THOMAS GALLUS (c.1200−1246; Thomas of Vercelli, Thomas of St. Victor) studied at the Abbey of Saint Victor in Paris before co-founding a monastery in Vercelli, Italy. Strangely overlooked today (but that is changing), his ideas are valuable and important for the study of the history of mysticism and in the West, and, potentially, for modern Christian spirituality. His accomplishments include following:

Gallus authored glosses, summaries and commentaries of the works of Pseudo-Dionysius the Areopagite.  Ps.-Dionysius introduced the concept of  apophatic mysticism: the notion that God is ultimately unknowable, and that the supreme mystical experience involves not knowing, but unknowing. Surprisingly, Ps.-Dionysius nowhere associates the ascent to or attainment of unknowing with love! That connection came from Gallus. The Victorines were Augustinians, and Gallus’ work — relying on the Song of Songs as well as the Dionysian corpus — represents an ultimate marriage of Augustinian love mysticism with Neoplatonic intellectual mysticism.

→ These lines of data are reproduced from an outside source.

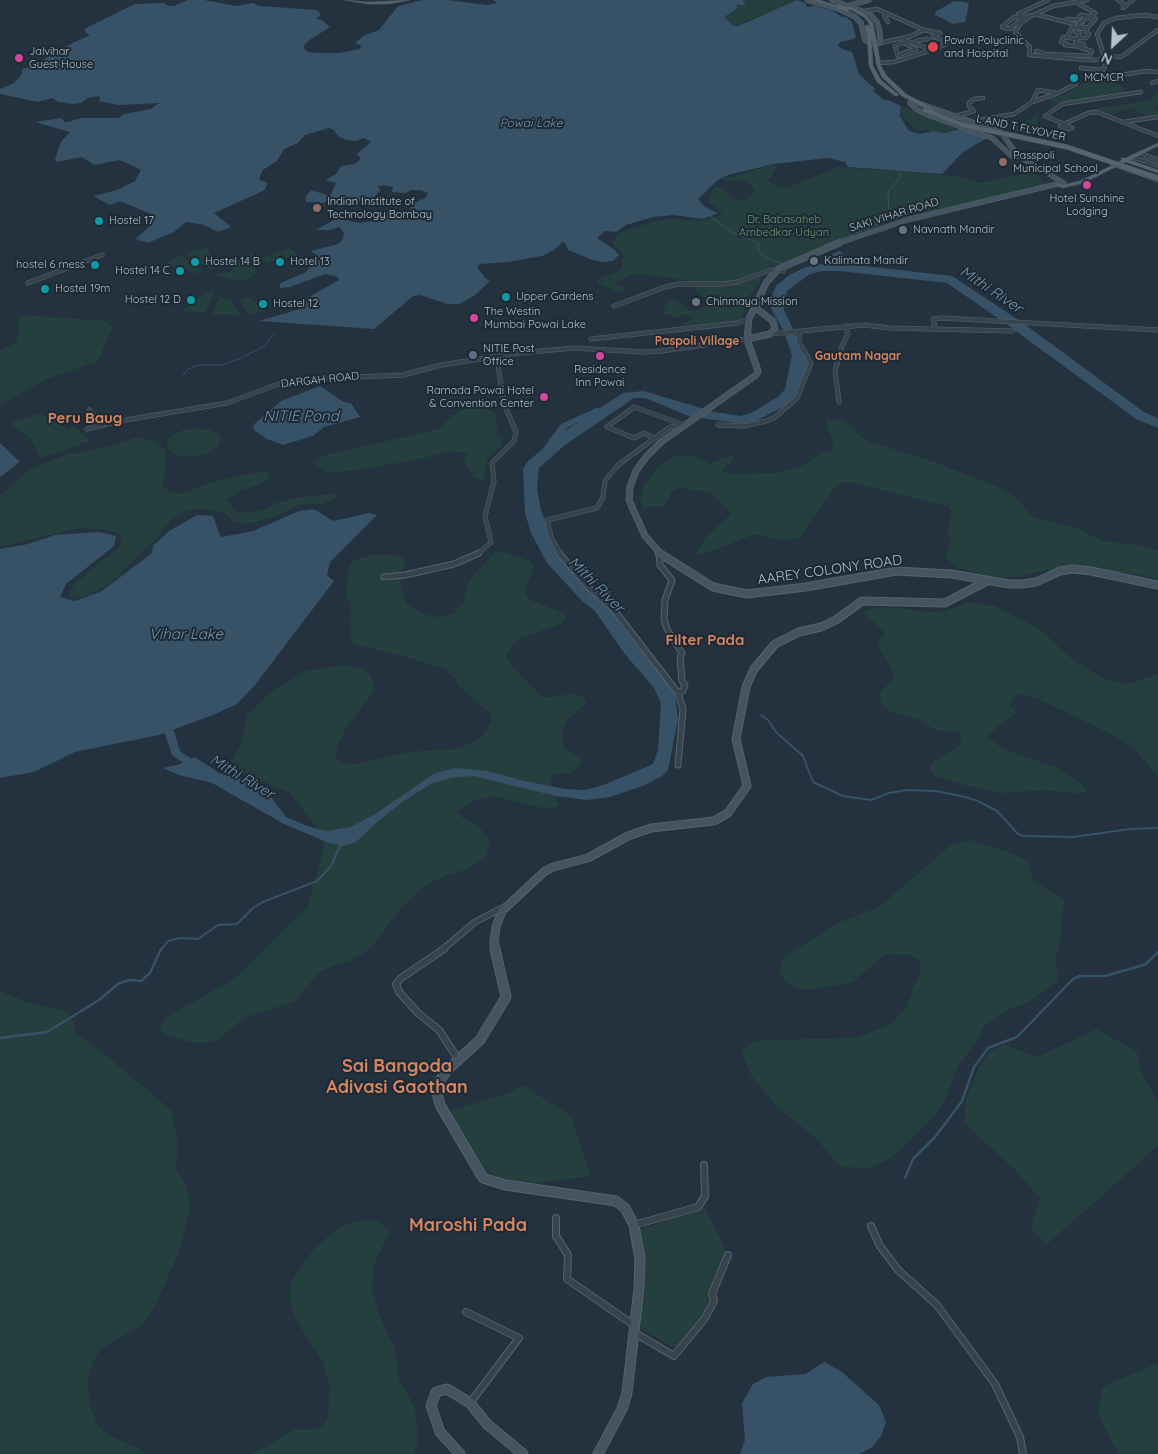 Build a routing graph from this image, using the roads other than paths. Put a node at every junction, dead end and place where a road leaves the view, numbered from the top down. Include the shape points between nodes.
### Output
1 (346, 0) edge
2 (369, 0) edge
3 (390, 0) edge
4 (408, 0) edge
5 (806, 0) edge
6 (814, 0) edge
7 (822, 0) edge
8 (832, 0) edge
9 (869, 0) edge
10 (1048, 0) edge
11 (1057, 0) edge
12 (1087, 0) edge
13 (1118, 0) edge
14 (1133, 0) edge
15 (1034, 6) junction
16 (845, 7) junction
17 (1046, 9) junction
18 (1054, 10) junction
19 (864, 11) junction
20 (888, 14) junction
21 (1035, 14) junction
22 (1158, 17) edge
23 (888, 22) dead end
24 (1019, 24) junction
25 (1073, 25) junction
26 (1078, 26) junction
27 (1158, 30) edge
28 (924, 31) junction
29 (1067, 37) junction
30 (908, 39) junction
31 (916, 41) junction
32 (868, 42) junction
33 (904, 43) junction
34 (878, 44) junction
35 (923, 44) dead end
36 (1075, 48) dead end
37 (1031, 49) junction
38 (898, 55) junction
39 (1103, 57) junction
40 (899, 60) junction
41 (878, 63) junction
42 (1081, 68) dead end
43 (1158, 72) edge
44 (1108, 77) dead end
45 (1158, 81) edge
46 (1152, 83) dead end
47 (1076, 84) dead end
48 (1141, 92) dead end
49 (1058, 93) junction
50 (983, 98) dead end
51 (1032, 102) junction
52 (910, 103) junction
53 (918, 103) junction
54 (956, 116) junction
55 (1158, 117) edge
56 (1118, 120) junction
57 (1133, 120) junction
58 (1123, 122) junction
59 (977, 123) junction
60 (1158, 136) edge
61 (1158, 140) edge
62 (1158, 144) edge
63 (1140, 153) junction
64 (1131, 157) junction
65 (1146, 158) junction
66 (1123, 159) junction
67 (1158, 160) edge
68 (1112, 165) junction
69 (1158, 166) edge
70 (1157, 175) edge
71 (1144, 176) junction
72 (1057, 184) junction
73 (1065, 185) junction
74 (1025, 194) junction
75 (102, 255) dead end
76 (779, 272) junction
77 (28, 283) dead end
78 (755, 304) junction
79 (614, 306) dead end
80 (749, 319) junction
81 (846, 326) junction
82 (934, 327) dead end
83 (1158, 330) edge
84 (1013, 331) dead end
85 (798, 332) junction
86 (770, 334) junction
87 (590, 339) dead end
88 (747, 339) junction
89 (497, 358) junction
90 (840, 402) dead end
91 (89, 410) dead end
92 (718, 424) dead end
93 (103, 425) junction
94 (684, 426) junction
95 (87, 430) dead end
96 (654, 438) junction
97 (659, 553) junction
98 (384, 577) dead end
99 (987, 581) junction
100 (1158, 585) edge
101 (677, 692) junction
102 (678, 765) dead end
103 (506, 906) junction
104 (458, 1059) junction
105 (704, 1164) dead end
106 (556, 1218) dead end
107 (634, 1225) junction
108 (871, 1226) dead end
109 (728, 1255) dead end
110 (466, 1312) dead end
111 (635, 1330) junction
112 (470, 1402) junction
113 (460, 1454) edge
114 (523, 1454) edge
115 (598, 1454) edge
116 (1023, 1454) edge

1 - 4 main road via 389,3
2 - 3 main road
5 - 16 street
6 - 16 main road
7 - 16 main road
8 - 16 street
9 - 16 street
10 - 15 street
11 - 17 street
12 - 17 street
13 - 14 street via 1125,7
15 - 17 street
15 - 17 street via 1018,15 1026,17
16 - 19 street
16 - 32 street via 861,23 864,40
16 - 32 main road, L AND T FLYOVER via 866,23
16 - 34 main road via 865,16
17 - 18 street
17 - 21 street
18 - 18 street via 1081,4 1095,13 1093,17 1081,15 1078,19 1069,20 1047,13
19 - 20 street via 877,9
19 - 34 street via 877,22
20 - 23 street via 884,15
20 - 28 street
21 - 24 street
21 - 25 street
22 - 39 street via 1116,18 1104,24 1097,34
24 - 24 street via 1010,29 1002,27 1015,16 1023,18
24 - 37 street via 1015,32
25 - 26 street
25 - 29 street
26 - 26 street via 1084,18 1096,20 1087,28
26 - 26 street via 1087,30 1086,38 1078,38 1080,33 1075,32
27 - 39 street via 1121,58
28 - 30 street
28 - 30 street via 928,34
28 - 31 street via 940,33 933,36 946,44 935,49 928,46 935,42 926,39
29 - 29 street via 1063,37 1061,42 1066,46 1083,47 1084,44 1076,42 1077,39
30 - 31 street
30 - 33 street
30 - 34 street
30 - 40 street via 932,50
31 - 35 street
32 - 52 main road, L AND T FLYOVER via 874,74 887,89
33 - 38 street via 895,46
33 - 38 street via 916,50
34 - 41 main road
36 - 37 street via 1092,51 1090,56 1084,57 1046,54
37 - 39 street via 1029,56 1036,57 1086,60
38 - 40 street
39 - 42 street via 1106,64 1103,70
40 - 41 street
41 - 53 main road, L AND T FLYOVER via 891,84
43 - 44 street
45 - 46 street
47 - 49 street
48 - 56 street via 1062,104 1045,116 1065,124 1094,112
49 - 51 street
49 - 51 street via 1038,90
50 - 54 street via 969,103 974,111
51 - 59 street via 1014,114 984,118
52 - 70 main road, L AND T FLYOVER, bridge via 963,125 1067,148
52 - 72 street via 928,116 992,138 1013,158
53 - 54 street
53 - 70 main road, L AND T FLYOVER, bridge via 958,120 1070,145
54 - 59 street
55 - 57 street
56 - 57 street
56 - 58 street
57 - 58 street
58 - 60 street
59 - 73 street via 1001,132 1018,156
61 - 66 main road
62 - 63 main road
63 - 64 main road
63 - 65 street
64 - 65 street
64 - 66 main road
65 - 67 street
65 - 69 street
66 - 68 main road
66 - 70 main road
68 - 71 main road
68 - 73 main road via 1091,179
70 - 71 main road
70 - 71 main road
72 - 73 main road
72 - 74 street, SAKI VIHAR ROAD
73 - 74 street, SAKI VIHAR ROAD
74 - 76 street, SAKI VIHAR ROAD via 851,240
75 - 77 street
76 - 78 street, AAREY COLONY ROAD via 769,280
76 - 79 street via 722,284 688,283 665,287
78 - 80 street, AAREY COLONY ROAD
78 - 86 street via 773,321 775,329
80 - 87 street via 738,324
80 - 88 street, AAREY COLONY ROAD
81 - 84 street
81 - 85 street
81 - 90 street via 848,334 834,371
82 - 83 street via 933,319 942,318
85 - 86 street
85 - 92 street via 811,363 797,398 766,421 744,426
86 - 88 street
88 - 89 street via 661,351 574,348
88 - 94 street, AAREY COLONY ROAD via 758,372
89 - 93 street, DARGAH ROAD via 441,365 403,375 281,383 227,403
89 - 98 street via 504,404 516,432 514,441 491,467 494,481 485,517 491,542 478,555 454,564
91 - 93 street
93 - 95 street, DARGAH ROAD
94 - 96 street via 670,427
94 - 96 street via 634,407 606,426 634,438 644,434
94 - 97 street, AAREY COLONY ROAD via 646,457 630,487 629,500 636,520
96 - 101 street via 609,474 597,508 547,520 551,538 560,555 614,610
97 - 99 street, AAREY COLONY ROAD via 713,587 747,594 896,571 952,574
97 - 101 street via 660,565 672,580 665,600 664,618 667,630 682,653 682,681 685,686 683,691
99 - 100 street, AAREY COLONY ROAD via 1024,584 1060,570 1072,569
99 - 103 street via 945,603 862,601 836,620 775,644 754,669 746,687 736,739 747,786 728,813 714,821 651,828 628,836 588,858 553,867
101 - 102 street via 684,709
103 - 104 street via 496,927 494,942 506,996 480,1040
103 - 104 street via 475,922 396,984 412,1006 439,1030
104 - 107 street via 439,1082 437,1092 440,1105 483,1178 505,1185 616,1201 626,1208
105 - 107 street via 705,1196 698,1207
106 - 111 street via 556,1236 568,1255 567,1279
107 - 111 street via 640,1259
108 - 116 street via 880,1246 898,1270 937,1305 995,1384 1020,1437
109 - 111 street via 712,1294 714,1301 705,1318 674,1356
110 - 112 street via 518,1338
111 - 115 street via 627,1393
112 - 113 street via 447,1389 436,1392 431,1406 440,1432
112 - 114 street via 487,1424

Along with this, Gallus was also the first to discuss an interiorized version of the angelic hierarchies of Ps.-Dionysius. The latter, it will be recalled, posited the existence of nine hierarchical orders of angels, arranged in groups of three. Gallus understood there to be a parallel psychological situation within a person’s soul. As symbolized by Jacob’s ladder, these interior angels or soul activities interact and communicate upwards and downwards, between celestial levels of the soul and those concerned with activity in the material world.

The above two things enable Gallus to integrate what today we call apophatic (conceptless) and kataphatic (concept-oriented) mysticism. These are seen as two movements of the same, higher-order process. This also solves the problem of quietism. The mystical life is not merely a progressively more extreme flight from the world: an ascent beyond body to soul, from soul to intellect, and then beyond intellect to some wordless, formless experience of unknowing. In the Augustinian tradition, a mystic must apply insights gained and achieve an enriched ability to practice charity to God and man through good works. The mystical life is not one of withdrawal from the world, but of angelic activity in it. Knowledge about the world leads us to know and love God more, and knowing and loving God more makes use better serve Him in the world.

Finally, Gallus’ work on the apex of the mind and spark of synderesis was groundbreaking. For him, the apex mentis or highest summit of the soul is not, as in some earlier and later writers, solely an organ of moral conscience. Rather, it is truly a spark of God’s consciousness that we possess, in which highest the affective experience and the highest intellectual knowing of God may coincide.

Inner Angelic Hierarchy

Gallus’ best descriptions of the interior angelic hierarchy come not in his works on the Dionysian corpus, but in the Prologues of two commentaries on the Song of Songs (Barbet, 1967). The brief description below borrows liberally from Tichelkamp (2017) and Coolman (2017). We consider the nine ranks of angelic functions from lowest to highest — which would correspond to a process of gradual ascent (similar to the Journey of the Mind to God by St. Bonaventure, who was influenced by Gallus). However it would be equally logical to consider them in the reverse order, from highest to lowest.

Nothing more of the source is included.